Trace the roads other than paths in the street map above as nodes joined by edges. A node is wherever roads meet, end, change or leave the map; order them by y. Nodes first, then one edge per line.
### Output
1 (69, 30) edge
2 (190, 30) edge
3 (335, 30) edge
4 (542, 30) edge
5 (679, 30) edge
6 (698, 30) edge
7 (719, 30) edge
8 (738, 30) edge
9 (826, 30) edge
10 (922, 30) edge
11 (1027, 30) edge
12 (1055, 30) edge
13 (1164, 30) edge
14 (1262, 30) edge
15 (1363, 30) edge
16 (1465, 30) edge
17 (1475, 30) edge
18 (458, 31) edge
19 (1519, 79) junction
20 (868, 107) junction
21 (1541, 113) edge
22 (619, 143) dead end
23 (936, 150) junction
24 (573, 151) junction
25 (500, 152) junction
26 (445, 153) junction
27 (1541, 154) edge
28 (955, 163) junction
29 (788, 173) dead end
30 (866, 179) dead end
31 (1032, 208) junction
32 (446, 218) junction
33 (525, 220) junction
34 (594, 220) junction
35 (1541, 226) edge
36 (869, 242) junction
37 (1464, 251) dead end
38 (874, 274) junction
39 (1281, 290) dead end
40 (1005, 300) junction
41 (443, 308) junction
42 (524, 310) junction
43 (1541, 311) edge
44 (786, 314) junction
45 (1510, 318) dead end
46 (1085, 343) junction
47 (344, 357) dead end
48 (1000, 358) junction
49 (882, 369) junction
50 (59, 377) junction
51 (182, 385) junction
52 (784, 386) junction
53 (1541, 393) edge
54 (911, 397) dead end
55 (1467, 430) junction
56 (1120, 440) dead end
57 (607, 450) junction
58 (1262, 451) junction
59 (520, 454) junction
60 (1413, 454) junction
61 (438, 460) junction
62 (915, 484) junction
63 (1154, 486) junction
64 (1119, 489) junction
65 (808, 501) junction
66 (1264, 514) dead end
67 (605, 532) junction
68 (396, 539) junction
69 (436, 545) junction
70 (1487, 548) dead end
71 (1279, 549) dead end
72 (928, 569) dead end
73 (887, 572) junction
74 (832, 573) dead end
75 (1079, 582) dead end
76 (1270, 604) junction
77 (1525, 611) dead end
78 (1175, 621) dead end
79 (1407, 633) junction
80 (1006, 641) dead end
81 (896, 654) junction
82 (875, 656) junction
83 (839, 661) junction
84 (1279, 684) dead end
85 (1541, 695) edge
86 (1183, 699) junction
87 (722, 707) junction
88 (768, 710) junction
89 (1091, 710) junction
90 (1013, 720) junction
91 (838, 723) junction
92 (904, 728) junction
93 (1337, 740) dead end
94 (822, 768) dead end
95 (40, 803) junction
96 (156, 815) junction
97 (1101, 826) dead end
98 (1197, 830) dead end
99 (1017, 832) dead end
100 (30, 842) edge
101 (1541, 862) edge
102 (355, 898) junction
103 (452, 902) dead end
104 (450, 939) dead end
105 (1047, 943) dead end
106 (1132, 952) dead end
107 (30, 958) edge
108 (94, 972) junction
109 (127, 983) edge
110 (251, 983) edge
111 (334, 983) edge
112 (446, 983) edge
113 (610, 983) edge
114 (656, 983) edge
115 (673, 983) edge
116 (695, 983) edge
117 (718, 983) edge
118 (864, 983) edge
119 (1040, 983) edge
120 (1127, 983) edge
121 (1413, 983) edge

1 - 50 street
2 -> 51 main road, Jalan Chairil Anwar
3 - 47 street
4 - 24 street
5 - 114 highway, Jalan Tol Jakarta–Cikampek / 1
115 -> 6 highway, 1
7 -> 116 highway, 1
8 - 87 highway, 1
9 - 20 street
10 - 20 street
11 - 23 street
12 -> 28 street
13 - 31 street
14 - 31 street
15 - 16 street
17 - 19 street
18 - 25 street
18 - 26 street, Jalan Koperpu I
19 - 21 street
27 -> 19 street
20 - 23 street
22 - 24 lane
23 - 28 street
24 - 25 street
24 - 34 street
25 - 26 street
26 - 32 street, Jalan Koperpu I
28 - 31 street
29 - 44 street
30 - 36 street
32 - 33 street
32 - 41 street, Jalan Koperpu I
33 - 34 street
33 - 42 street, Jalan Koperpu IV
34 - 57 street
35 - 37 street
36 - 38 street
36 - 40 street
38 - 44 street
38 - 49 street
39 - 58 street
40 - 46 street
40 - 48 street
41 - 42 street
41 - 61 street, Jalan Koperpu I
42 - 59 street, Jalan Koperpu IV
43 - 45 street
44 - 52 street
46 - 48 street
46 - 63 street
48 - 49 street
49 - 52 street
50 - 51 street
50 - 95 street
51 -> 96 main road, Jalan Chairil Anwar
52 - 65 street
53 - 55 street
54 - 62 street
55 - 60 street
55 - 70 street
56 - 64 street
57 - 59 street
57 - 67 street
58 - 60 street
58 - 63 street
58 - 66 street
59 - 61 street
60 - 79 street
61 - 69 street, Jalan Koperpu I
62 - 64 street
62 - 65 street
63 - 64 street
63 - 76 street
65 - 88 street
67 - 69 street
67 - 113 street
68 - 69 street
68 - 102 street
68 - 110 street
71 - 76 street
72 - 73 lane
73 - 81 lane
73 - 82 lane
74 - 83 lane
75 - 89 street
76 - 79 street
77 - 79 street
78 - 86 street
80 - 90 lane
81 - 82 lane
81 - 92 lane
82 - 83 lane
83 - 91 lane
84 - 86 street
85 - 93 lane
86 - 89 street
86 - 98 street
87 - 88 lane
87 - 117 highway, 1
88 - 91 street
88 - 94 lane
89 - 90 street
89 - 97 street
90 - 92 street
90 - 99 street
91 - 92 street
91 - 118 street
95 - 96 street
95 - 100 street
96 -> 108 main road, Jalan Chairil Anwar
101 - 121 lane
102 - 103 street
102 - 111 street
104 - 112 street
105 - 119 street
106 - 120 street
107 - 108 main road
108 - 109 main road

::::

Extract all of the data shown above without alteration.

Exercise answer
Trace the roads other than paths in the street map above as nodes joined by edges. A node is wherever roads meet, end, change or leave the map; order them by y. Nodes first, then one edge per line.
### Output
1 (69, 30) edge
2 (190, 30) edge
3 (335, 30) edge
4 (542, 30) edge
5 (679, 30) edge
6 (698, 30) edge
7 (719, 30) edge
8 (738, 30) edge
9 (826, 30) edge
10 (922, 30) edge
11 (1027, 30) edge
12 (1055, 30) edge
13 (1164, 30) edge
14 (1262, 30) edge
15 (1363, 30) edge
16 (1465, 30) edge
17 (1475, 30) edge
18 (458, 31) edge
19 (1519, 79) junction
20 (868, 107) junction
21 (1541, 113) edge
22 (619, 143) dead end
23 (936, 150) junction
24 (573, 151) junction
25 (500, 152) junction
26 (445, 153) junction
27 (1541, 154) edge
28 (955, 163) junction
29 (788, 173) dead end
30 (866, 179) dead end
31 (1032, 208) junction
32 (446, 218) junction
33 (525, 220) junction
34 (594, 220) junction
35 (1541, 226) edge
36 (869, 242) junction
37 (1464, 251) dead end
38 (874, 274) junction
39 (1281, 290) dead end
40 (1005, 300) junction
41 (443, 308) junction
42 (524, 310) junction
43 (1541, 311) edge
44 (786, 314) junction
45 (1510, 318) dead end
46 (1085, 343) junction
47 (344, 357) dead end
48 (1000, 358) junction
49 (882, 369) junction
50 (59, 377) junction
51 (182, 385) junction
52 (784, 386) junction
53 (1541, 393) edge
54 (911, 397) dead end
55 (1467, 430) junction
56 (1120, 440) dead end
57 (607, 450) junction
58 (1262, 451) junction
59 (520, 454) junction
60 (1413, 454) junction
61 (438, 460) junction
62 (915, 484) junction
63 (1154, 486) junction
64 (1119, 489) junction
65 (808, 501) junction
66 (1264, 514) dead end
67 (605, 532) junction
68 (396, 539) junction
69 (436, 545) junction
70 (1487, 548) dead end
71 (1279, 549) dead end
72 (928, 569) dead end
73 (887, 572) junction
74 (832, 573) dead end
75 (1079, 582) dead end
76 (1270, 604) junction
77 (1525, 611) dead end
78 (1175, 621) dead end
79 (1407, 633) junction
80 (1006, 641) dead end
81 (896, 654) junction
82 (875, 656) junction
83 (839, 661) junction
84 (1279, 684) dead end
85 (1541, 695) edge
86 (1183, 699) junction
87 (722, 707) junction
88 (768, 710) junction
89 (1091, 710) junction
90 (1013, 720) junction
91 (838, 723) junction
92 (904, 728) junction
93 (1337, 740) dead end
94 (822, 768) dead end
95 (40, 803) junction
96 (156, 815) junction
97 (1101, 826) dead end
98 (1197, 830) dead end
99 (1017, 832) dead end
100 (30, 842) edge
101 (1541, 862) edge
102 (355, 898) junction
103 (452, 902) dead end
104 (450, 939) dead end
105 (1047, 943) dead end
106 (1132, 952) dead end
107 (30, 958) edge
108 (94, 972) junction
109 (127, 983) edge
110 (251, 983) edge
111 (334, 983) edge
112 (446, 983) edge
113 (610, 983) edge
114 (656, 983) edge
115 (673, 983) edge
116 (695, 983) edge
117 (718, 983) edge
118 (864, 983) edge
119 (1040, 983) edge
120 (1127, 983) edge
121 (1413, 983) edge

1 - 50 street
2 -> 51 main road, Jalan Chairil Anwar
3 - 47 street
4 - 24 street
5 - 114 highway, Jalan Tol Jakarta–Cikampek / 1
115 -> 6 highway, 1
7 -> 116 highway, 1
8 - 87 highway, 1
9 - 20 street
10 - 20 street
11 - 23 street
12 -> 28 street
13 - 31 street
14 - 31 street
15 - 16 street
17 - 19 street
18 - 25 street
18 - 26 street, Jalan Koperpu I
19 - 21 street
27 -> 19 street
20 - 23 street
22 - 24 lane
23 - 28 street
24 - 25 street
24 - 34 street
25 - 26 street
26 - 32 street, Jalan Koperpu I
28 - 31 street
29 - 44 street
30 - 36 street
32 - 33 street
32 - 41 street, Jalan Koperpu I
33 - 34 street
33 - 42 street, Jalan Koperpu IV
34 - 57 street
35 - 37 street
36 - 38 street
36 - 40 street
38 - 44 street
38 - 49 street
39 - 58 street
40 - 46 street
40 - 48 street
41 - 42 street
41 - 61 street, Jalan Koperpu I
42 - 59 street, Jalan Koperpu IV
43 - 45 street
44 - 52 street
46 - 48 street
46 - 63 street
48 - 49 street
49 - 52 street
50 - 51 street
50 - 95 street
51 -> 96 main road, Jalan Chairil Anwar
52 - 65 street
53 - 55 street
54 - 62 street
55 - 60 street
55 - 70 street
56 - 64 street
57 - 59 street
57 - 67 street
58 - 60 street
58 - 63 street
58 - 66 street
59 - 61 street
60 - 79 street
61 - 69 street, Jalan Koperpu I
62 - 64 street
62 - 65 street
63 - 64 street
63 - 76 street
65 - 88 street
67 - 69 street
67 - 113 street
68 - 69 street
68 - 102 street
68 - 110 street
71 - 76 street
72 - 73 lane
73 - 81 lane
73 - 82 lane
74 - 83 lane
75 - 89 street
76 - 79 street
77 - 79 street
78 - 86 street
80 - 90 lane
81 - 82 lane
81 - 92 lane
82 - 83 lane
83 - 91 lane
84 - 86 street
85 - 93 lane
86 - 89 street
86 - 98 street
87 - 88 lane
87 - 117 highway, 1
88 - 91 street
88 - 94 lane
89 - 90 street
89 - 97 street
90 - 92 street
90 - 99 street
91 - 92 street
91 - 118 street
95 - 96 street
95 - 100 street
96 -> 108 main road, Jalan Chairil Anwar
101 - 121 lane
102 - 103 street
102 - 111 street
104 - 112 street
105 - 119 street
106 - 120 street
107 - 108 main road
108 - 109 main road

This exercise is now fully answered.